# Worst Division I Teams



## ScottR

There needs to be a ranking for the worst teams in division I. Here are my ten worst teams.

1. Alcorn St
2. Centenary
3. UMBC
4. Arkansas Pine Bluff
5. SE Missouri St.
6. NC Greensboro
7. Savannah St.
8. Southern
9. Howard
10. Colgate


----------



## kansasalumn

how did you came up with the list? RPI? records?


----------



## ScottR

I looked at the teams with the worst records and then looked at the teams that they lost to and the margin of defeat. Purely unscientific, but I bet I am not too far off. I was tempted to put the whole SWAC on the list.

Looks like someone beat me to the punch and made a listing of 25:

http://hubpages.com/hub/The-Worst-25-NCAA-Basketball-Rankings-Week-121310


----------



## shupioneers1

I'd have to nominate UMBC, Colgate and St. Francis (PA) for the top 3 spots. Granted St. Francis has 2 wins while there are still some winless and 1 win teams out there, St. Francis has 2 wins by a total of 4 points, one of them being Colgate.
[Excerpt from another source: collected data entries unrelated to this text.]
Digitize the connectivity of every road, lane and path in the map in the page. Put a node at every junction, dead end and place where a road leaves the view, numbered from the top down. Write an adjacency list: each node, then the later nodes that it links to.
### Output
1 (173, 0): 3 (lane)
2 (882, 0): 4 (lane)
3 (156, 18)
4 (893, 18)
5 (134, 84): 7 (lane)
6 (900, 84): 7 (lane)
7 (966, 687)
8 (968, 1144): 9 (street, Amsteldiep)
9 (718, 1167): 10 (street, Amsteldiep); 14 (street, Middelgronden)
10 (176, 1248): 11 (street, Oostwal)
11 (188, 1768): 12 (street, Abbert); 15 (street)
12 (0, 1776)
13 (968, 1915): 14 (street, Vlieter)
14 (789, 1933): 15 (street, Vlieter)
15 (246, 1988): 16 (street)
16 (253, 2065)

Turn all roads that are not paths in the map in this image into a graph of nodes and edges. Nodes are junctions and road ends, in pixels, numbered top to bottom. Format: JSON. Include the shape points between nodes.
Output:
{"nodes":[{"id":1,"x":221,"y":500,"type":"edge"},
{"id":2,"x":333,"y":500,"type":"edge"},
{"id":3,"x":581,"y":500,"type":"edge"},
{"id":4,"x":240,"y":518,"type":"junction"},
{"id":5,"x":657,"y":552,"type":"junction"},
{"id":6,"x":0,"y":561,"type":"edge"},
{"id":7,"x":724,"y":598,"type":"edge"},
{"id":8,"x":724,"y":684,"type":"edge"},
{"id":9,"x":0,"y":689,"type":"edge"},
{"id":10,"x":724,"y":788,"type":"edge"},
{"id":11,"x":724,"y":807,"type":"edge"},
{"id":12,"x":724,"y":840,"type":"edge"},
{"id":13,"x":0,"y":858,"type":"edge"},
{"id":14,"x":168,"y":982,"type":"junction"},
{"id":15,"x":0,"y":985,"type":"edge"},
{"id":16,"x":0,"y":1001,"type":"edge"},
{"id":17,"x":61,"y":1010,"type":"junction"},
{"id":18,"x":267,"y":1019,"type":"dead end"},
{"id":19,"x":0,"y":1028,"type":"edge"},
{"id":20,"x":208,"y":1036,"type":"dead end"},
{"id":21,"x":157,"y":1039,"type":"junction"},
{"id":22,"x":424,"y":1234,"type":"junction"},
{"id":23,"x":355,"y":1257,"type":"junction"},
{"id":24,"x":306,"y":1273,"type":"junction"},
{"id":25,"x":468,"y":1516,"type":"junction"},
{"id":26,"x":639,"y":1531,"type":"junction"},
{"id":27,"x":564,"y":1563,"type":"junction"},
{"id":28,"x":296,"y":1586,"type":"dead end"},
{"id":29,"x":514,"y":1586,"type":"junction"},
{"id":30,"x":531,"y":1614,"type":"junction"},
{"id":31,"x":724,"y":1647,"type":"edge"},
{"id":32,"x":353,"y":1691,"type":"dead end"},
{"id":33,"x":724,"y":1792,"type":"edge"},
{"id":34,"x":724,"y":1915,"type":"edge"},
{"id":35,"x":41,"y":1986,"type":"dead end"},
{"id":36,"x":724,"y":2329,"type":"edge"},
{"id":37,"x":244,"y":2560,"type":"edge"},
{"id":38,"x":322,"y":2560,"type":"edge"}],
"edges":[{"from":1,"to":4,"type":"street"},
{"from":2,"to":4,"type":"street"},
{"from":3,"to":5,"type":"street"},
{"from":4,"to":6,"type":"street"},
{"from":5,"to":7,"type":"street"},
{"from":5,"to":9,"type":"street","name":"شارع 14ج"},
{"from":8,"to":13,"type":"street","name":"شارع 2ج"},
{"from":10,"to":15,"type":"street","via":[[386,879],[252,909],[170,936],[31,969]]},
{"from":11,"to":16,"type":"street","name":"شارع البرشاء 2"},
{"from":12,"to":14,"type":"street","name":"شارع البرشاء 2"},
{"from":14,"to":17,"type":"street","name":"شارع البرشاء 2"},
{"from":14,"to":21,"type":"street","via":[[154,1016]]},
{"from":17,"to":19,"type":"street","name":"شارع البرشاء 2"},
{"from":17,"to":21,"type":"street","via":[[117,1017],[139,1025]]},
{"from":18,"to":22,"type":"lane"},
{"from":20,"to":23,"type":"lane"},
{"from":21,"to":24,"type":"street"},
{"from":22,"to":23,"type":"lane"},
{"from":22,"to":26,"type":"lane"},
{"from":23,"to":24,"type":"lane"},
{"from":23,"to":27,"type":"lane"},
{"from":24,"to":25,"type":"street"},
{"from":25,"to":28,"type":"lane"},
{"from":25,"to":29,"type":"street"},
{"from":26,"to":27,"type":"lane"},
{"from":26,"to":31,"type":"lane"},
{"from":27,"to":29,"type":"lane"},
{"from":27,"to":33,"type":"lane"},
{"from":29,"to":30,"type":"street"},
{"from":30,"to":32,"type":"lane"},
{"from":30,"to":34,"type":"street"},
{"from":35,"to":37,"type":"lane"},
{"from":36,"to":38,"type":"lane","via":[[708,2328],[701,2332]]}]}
I'd round out the top 5 with Holy Cross and Savannah state.


----------



## kansasalumn

shupioneers1 said:


> I'd have to nominate UMBC, Colgate and St. Francis (PA) for the top 3 spots. Granted St. Francis has 2 wins while there are still some winless and 1 win teams out there, St. Francis has 2 wins by a total of 4 points, one of them being Colgate. I'd round out the top 5 with Holy Cross and Savannah state.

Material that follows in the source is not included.